I rode past, glancing up at the tall windows of the triple-fronted mansion. Wooden storm shutters covered all the windows. Dusty, blood-red geraniums spilled over the rail of the first-floor balcony. They dripped all the way to the rusted iron spears on top of a security wall, concealing the ground floor.
I slammed the bike into the heavy traffic, moving toward Churchgate station and beyond, past the thirsting, ochre playing fields of Azad Maidan.
I took my rage and fear out on the road, cutting between cars, fighting back against the city by challenging and beating every other bike that I passed.

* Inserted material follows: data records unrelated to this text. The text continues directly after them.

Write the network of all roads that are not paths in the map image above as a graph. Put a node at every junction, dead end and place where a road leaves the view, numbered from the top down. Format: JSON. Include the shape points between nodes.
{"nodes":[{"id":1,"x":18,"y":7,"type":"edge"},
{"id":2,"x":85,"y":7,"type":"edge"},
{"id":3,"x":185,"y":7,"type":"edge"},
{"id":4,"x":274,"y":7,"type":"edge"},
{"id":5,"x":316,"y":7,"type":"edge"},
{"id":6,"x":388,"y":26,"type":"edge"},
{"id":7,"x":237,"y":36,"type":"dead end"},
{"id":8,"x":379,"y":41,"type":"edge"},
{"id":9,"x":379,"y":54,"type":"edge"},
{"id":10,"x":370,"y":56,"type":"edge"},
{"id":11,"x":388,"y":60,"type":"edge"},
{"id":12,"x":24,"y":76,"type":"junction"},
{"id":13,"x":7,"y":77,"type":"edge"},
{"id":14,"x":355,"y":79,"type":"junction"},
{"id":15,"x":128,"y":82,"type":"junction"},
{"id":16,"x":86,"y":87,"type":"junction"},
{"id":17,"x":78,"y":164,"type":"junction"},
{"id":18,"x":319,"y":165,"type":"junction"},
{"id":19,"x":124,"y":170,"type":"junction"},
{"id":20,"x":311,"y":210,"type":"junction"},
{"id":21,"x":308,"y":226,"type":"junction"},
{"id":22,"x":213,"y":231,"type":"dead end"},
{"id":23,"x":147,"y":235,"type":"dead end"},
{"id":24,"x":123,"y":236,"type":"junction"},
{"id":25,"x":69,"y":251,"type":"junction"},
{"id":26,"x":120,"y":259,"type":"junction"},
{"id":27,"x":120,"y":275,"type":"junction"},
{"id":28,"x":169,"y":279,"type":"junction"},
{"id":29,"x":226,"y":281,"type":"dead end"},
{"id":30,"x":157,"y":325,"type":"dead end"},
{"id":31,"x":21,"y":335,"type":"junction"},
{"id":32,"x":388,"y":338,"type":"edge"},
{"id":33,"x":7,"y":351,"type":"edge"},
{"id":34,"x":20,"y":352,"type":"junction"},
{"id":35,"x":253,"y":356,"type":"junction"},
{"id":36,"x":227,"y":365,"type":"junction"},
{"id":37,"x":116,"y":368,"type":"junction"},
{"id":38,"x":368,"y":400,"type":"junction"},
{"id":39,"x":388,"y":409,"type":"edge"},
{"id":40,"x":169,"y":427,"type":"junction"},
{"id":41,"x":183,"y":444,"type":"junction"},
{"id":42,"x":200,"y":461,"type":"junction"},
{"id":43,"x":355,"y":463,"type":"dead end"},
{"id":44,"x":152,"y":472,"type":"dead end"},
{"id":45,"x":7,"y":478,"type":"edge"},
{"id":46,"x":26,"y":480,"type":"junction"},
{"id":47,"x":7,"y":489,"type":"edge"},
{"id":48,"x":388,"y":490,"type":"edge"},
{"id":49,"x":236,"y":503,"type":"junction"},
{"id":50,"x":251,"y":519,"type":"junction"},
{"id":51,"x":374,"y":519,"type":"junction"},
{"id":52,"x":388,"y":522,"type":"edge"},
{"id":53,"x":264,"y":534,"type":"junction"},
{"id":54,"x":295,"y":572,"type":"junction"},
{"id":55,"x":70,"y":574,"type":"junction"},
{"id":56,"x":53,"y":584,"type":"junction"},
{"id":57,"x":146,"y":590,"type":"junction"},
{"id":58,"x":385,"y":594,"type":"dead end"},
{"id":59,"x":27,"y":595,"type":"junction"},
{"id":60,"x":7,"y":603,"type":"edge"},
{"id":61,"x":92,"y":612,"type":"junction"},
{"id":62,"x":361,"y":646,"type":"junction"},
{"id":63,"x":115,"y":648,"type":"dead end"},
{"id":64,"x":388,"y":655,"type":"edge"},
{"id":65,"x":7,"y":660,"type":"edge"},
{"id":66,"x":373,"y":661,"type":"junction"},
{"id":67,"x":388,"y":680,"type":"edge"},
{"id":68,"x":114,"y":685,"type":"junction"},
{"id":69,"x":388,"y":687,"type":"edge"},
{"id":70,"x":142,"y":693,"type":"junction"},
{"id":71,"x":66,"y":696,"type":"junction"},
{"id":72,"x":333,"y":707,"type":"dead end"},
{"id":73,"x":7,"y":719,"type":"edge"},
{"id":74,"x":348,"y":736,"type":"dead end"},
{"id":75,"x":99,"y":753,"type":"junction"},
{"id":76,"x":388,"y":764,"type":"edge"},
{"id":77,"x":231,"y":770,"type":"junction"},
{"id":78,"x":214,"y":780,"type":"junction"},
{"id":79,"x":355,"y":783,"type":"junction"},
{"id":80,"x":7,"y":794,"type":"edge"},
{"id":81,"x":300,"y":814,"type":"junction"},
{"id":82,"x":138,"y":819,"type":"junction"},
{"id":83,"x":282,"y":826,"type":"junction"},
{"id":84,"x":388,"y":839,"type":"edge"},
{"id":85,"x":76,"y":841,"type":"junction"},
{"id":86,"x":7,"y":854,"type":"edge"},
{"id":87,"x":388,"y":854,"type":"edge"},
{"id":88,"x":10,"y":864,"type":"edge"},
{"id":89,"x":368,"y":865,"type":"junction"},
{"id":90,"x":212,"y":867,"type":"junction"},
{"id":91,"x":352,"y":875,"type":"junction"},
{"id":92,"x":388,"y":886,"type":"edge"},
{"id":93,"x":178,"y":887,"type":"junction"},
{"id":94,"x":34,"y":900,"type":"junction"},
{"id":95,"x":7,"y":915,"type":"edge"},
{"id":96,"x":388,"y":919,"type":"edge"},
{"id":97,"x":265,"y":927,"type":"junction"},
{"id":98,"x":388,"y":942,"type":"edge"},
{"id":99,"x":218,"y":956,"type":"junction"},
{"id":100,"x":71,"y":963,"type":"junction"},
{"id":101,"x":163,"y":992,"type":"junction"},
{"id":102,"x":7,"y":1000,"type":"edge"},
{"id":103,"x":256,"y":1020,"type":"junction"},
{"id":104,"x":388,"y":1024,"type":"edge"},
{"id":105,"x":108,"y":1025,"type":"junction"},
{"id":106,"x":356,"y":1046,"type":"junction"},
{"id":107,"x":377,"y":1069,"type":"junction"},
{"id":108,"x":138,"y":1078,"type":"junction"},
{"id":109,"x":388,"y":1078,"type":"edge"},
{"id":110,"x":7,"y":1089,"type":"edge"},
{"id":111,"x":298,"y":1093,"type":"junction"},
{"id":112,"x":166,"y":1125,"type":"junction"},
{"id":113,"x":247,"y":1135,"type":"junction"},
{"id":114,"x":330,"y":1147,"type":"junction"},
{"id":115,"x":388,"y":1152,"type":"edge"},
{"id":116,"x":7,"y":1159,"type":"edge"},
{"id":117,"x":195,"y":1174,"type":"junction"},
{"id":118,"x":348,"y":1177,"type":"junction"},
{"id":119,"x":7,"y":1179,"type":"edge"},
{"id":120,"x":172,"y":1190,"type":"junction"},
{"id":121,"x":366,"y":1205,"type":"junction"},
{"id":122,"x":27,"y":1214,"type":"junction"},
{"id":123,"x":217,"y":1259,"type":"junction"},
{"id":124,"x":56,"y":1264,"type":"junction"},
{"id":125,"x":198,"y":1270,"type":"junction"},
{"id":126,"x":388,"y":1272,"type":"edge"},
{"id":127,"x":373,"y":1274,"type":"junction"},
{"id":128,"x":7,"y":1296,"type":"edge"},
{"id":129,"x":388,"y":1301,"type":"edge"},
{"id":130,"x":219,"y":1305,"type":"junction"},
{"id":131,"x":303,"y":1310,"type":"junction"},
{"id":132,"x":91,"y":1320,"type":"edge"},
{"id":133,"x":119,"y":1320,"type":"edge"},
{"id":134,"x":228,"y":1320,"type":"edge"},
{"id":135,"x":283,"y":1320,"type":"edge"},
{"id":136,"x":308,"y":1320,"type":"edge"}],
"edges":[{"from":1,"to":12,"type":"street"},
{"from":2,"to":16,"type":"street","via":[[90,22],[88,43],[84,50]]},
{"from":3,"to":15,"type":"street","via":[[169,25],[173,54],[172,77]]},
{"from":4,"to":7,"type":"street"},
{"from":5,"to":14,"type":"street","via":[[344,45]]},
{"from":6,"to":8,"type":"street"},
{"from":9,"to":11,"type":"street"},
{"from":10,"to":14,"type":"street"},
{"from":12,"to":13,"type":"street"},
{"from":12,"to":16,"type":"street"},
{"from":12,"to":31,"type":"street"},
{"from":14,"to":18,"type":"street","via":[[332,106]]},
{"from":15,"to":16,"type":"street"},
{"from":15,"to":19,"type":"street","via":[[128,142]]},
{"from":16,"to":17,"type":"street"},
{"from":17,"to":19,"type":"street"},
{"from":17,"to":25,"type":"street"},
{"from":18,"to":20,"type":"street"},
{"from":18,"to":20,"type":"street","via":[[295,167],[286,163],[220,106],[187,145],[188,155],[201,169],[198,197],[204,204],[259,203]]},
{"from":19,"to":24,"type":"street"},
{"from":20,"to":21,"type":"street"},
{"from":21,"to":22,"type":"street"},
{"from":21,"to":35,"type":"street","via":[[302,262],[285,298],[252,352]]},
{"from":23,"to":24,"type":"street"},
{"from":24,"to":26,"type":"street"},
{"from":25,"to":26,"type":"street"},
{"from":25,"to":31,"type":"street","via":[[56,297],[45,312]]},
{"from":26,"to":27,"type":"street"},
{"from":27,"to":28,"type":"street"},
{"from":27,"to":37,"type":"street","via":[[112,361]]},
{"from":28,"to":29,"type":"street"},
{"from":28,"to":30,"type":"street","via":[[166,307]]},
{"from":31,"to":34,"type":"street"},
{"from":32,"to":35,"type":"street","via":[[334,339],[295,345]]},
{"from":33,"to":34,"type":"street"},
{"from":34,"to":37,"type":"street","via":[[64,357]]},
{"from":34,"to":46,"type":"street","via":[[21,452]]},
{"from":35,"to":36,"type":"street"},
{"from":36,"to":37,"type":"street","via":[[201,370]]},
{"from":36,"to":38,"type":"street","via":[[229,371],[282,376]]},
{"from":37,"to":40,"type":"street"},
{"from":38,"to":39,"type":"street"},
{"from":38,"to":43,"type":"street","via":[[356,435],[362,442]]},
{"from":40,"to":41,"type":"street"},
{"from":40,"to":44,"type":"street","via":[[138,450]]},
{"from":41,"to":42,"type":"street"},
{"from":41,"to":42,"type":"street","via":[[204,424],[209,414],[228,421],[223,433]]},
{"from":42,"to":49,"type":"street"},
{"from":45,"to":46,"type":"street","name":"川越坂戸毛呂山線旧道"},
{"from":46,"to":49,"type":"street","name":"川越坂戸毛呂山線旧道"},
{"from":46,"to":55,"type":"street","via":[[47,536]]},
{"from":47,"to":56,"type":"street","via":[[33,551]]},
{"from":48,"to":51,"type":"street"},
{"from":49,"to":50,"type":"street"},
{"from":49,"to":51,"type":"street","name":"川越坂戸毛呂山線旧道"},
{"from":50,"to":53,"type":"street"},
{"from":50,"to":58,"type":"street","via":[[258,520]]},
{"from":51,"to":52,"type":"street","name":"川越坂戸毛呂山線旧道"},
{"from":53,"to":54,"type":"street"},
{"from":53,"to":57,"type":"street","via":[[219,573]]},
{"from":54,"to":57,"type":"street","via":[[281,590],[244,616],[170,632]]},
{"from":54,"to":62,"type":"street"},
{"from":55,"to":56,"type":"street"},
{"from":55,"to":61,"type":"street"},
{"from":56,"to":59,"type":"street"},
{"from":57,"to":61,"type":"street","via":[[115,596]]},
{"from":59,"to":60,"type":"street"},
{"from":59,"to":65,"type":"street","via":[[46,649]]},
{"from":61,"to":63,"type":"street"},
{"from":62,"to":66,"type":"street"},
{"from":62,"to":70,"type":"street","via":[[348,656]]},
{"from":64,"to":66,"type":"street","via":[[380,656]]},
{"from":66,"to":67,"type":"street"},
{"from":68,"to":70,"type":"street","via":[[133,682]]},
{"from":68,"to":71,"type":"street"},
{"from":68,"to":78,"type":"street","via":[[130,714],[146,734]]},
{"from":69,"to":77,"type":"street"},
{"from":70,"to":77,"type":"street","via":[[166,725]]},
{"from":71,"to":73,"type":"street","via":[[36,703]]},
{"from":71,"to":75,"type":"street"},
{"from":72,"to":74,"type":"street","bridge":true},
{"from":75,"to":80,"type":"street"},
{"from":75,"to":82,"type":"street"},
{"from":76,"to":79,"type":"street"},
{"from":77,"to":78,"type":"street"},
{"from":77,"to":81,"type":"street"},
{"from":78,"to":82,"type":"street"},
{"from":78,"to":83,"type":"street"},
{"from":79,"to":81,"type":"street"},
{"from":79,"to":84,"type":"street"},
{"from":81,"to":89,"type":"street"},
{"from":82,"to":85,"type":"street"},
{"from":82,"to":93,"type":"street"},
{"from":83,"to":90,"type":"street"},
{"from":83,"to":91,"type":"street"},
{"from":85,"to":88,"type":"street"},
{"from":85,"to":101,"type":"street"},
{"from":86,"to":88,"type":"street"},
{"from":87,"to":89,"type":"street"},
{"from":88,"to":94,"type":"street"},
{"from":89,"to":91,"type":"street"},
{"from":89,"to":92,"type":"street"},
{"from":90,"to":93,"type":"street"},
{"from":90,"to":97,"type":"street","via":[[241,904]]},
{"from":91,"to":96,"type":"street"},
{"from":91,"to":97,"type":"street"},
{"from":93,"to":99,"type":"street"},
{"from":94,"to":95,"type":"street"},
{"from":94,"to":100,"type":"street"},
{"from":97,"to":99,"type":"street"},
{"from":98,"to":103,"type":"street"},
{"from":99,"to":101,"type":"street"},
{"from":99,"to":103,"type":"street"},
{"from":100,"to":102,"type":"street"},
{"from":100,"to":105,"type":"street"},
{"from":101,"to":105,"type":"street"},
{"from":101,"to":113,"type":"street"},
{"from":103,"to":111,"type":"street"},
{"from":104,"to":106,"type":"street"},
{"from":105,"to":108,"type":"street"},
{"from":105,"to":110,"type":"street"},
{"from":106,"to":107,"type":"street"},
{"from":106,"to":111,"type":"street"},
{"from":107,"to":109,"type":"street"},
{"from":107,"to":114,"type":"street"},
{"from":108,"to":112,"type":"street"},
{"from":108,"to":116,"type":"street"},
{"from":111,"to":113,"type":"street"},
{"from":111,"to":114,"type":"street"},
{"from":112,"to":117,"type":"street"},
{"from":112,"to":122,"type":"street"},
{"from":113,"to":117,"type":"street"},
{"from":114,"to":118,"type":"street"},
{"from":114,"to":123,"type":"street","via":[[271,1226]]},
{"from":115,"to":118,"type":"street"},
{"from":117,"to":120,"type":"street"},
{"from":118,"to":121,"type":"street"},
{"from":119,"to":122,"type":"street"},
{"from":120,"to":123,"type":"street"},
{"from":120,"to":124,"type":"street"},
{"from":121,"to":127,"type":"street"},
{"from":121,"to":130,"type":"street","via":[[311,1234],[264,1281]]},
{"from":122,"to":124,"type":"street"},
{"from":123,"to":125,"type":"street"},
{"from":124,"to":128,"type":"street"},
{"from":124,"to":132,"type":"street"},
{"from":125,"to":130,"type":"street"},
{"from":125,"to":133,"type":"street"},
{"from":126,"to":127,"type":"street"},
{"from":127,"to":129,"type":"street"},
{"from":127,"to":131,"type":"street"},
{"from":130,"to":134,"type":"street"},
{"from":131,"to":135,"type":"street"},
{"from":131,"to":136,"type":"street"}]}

I pulled up near KC College, close to Sanjay’s mansion. The school was one of Bombay’s finest. Well-dressed, fashion-conscious students crowded the street, their young minds glittering in the compass of their smiles. They were the hope of the city: the hope of the world, in fact, although not many knew it, at the time.
‘I swear,’ a voice from behind me said. ‘Fastest white man in Bombay. I’ve been trying to catch you for the last five –’
It was Farid the Fixer, the young gangster who blamed himself for not being with Khaderbhai at the end, in the killing snows of Afghanistan. He broke off suddenly as I removed the soft black cloth I’d used as a turban.
‘Oh,
‘Do you know if Sanjay’s at home?’
‘He is. Sure. Come on, let’s get inside.’
When I made my report to Sanjay, sitting at the glass and gilt table in his dining room, his expression was calm and almost dismissive. He asked me to repeat the names I’d heard them use, and the faces I’d seen.
‘I’ve been expecting this,’ he said.
‘Expecting it?’ I said.
‘Why didn’t you tell Lin?’ Farid demanded. ‘Or me, so I could ride with him.’
Sanjay ignored us and began to pace the long room.
His handsome face had begun to age beyond his years. The ridge-and-valley depressions below his eyes had deepened to dark, hard-edged troughs. Worry lines flared out from the corners of his bloodshot eyes, fading in the new grey that began at his temples, and streaked the gloss-black hair.